Sana Dalawa ang Puso Ko (transl. I Wish My Heart Was Two) is a 1994 Philippine drama film co-written and directed by Laurice Guillen. The film stars Dina Bonnevie, Alice Dixson and Rustom Padilla. It is named after Bodjie's Law of Gravity's hit song from their 1992 album Kamandag.

==Cast==
- Dina Bonnevie as Susan
- Alice Dixson as Isabel
- Rustom Padilla as Gabriel
- Tonton Gutierrez as Dan
- Raquel Pareño as Sandy
- Mandy Ochoa as Manny
- Gloria Romero as Rose
- Charito Solis as Emily
- Romeo Rivera as Isabel's Father
- Pocholo Montes as Dr.

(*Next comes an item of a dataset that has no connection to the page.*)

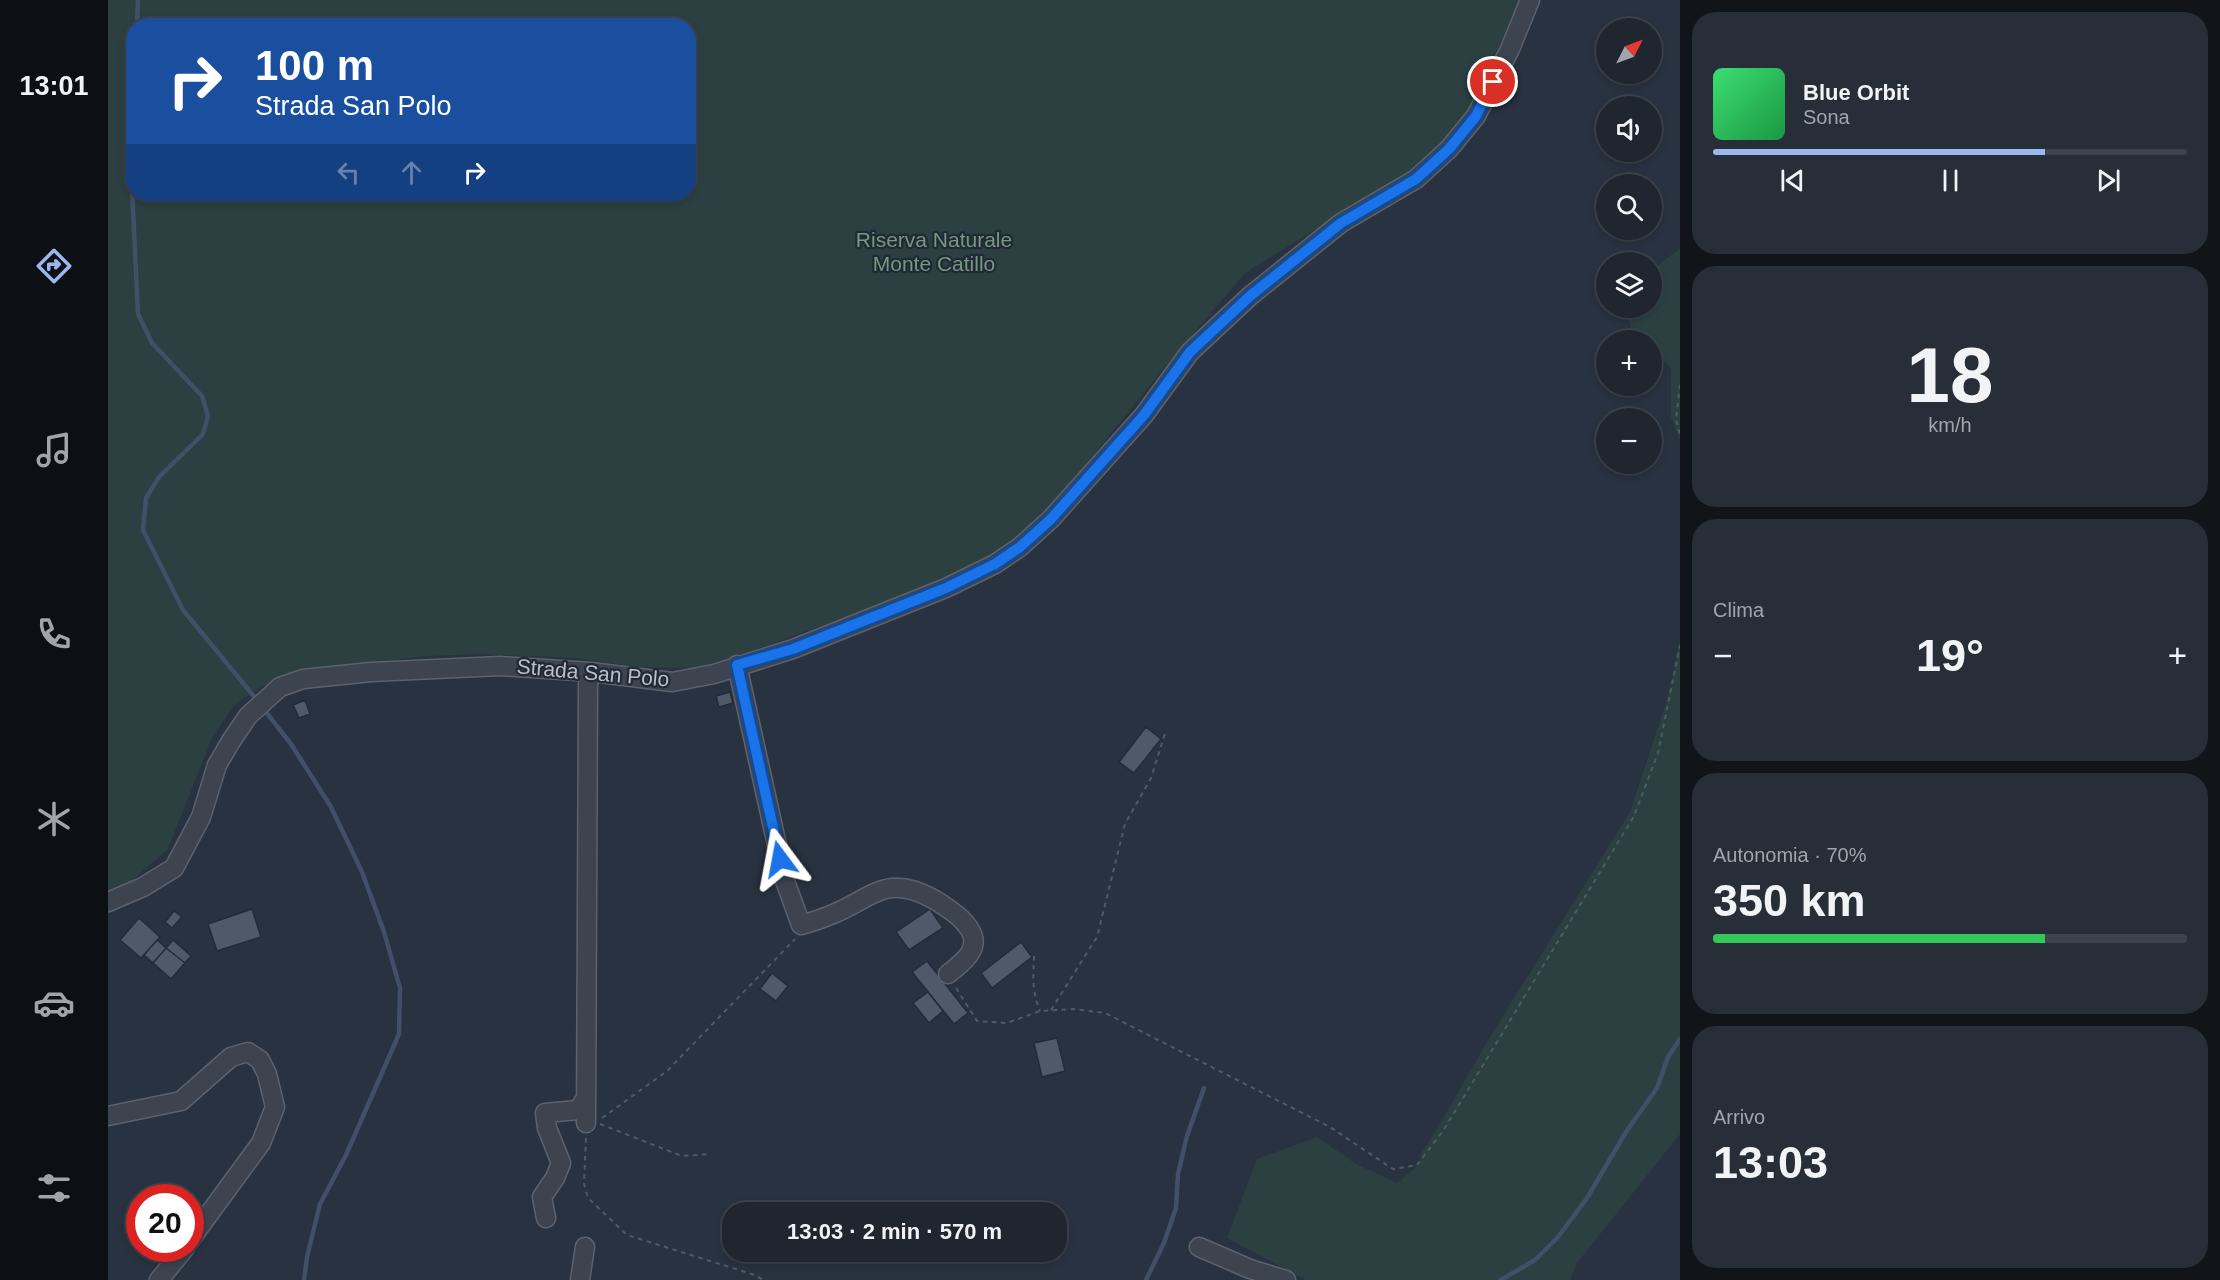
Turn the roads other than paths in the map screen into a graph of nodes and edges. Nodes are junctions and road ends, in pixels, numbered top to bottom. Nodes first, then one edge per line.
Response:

Soler
- Ernie Zarate as Judge
- Marissa De Guzman as Minda

==Production==
The film began production in 1993 with Dina Bonnevie, Nanette Medved and Cesar Montano originally part of the cast and Danny Zialcita initially at the helm. However, halfway through production, Nanette and Cesar backed out, with the former due to scheduling conflicts and the latter choosing to work on Alyas Waway, and Danny was taken ill. As a result, the film was shelved.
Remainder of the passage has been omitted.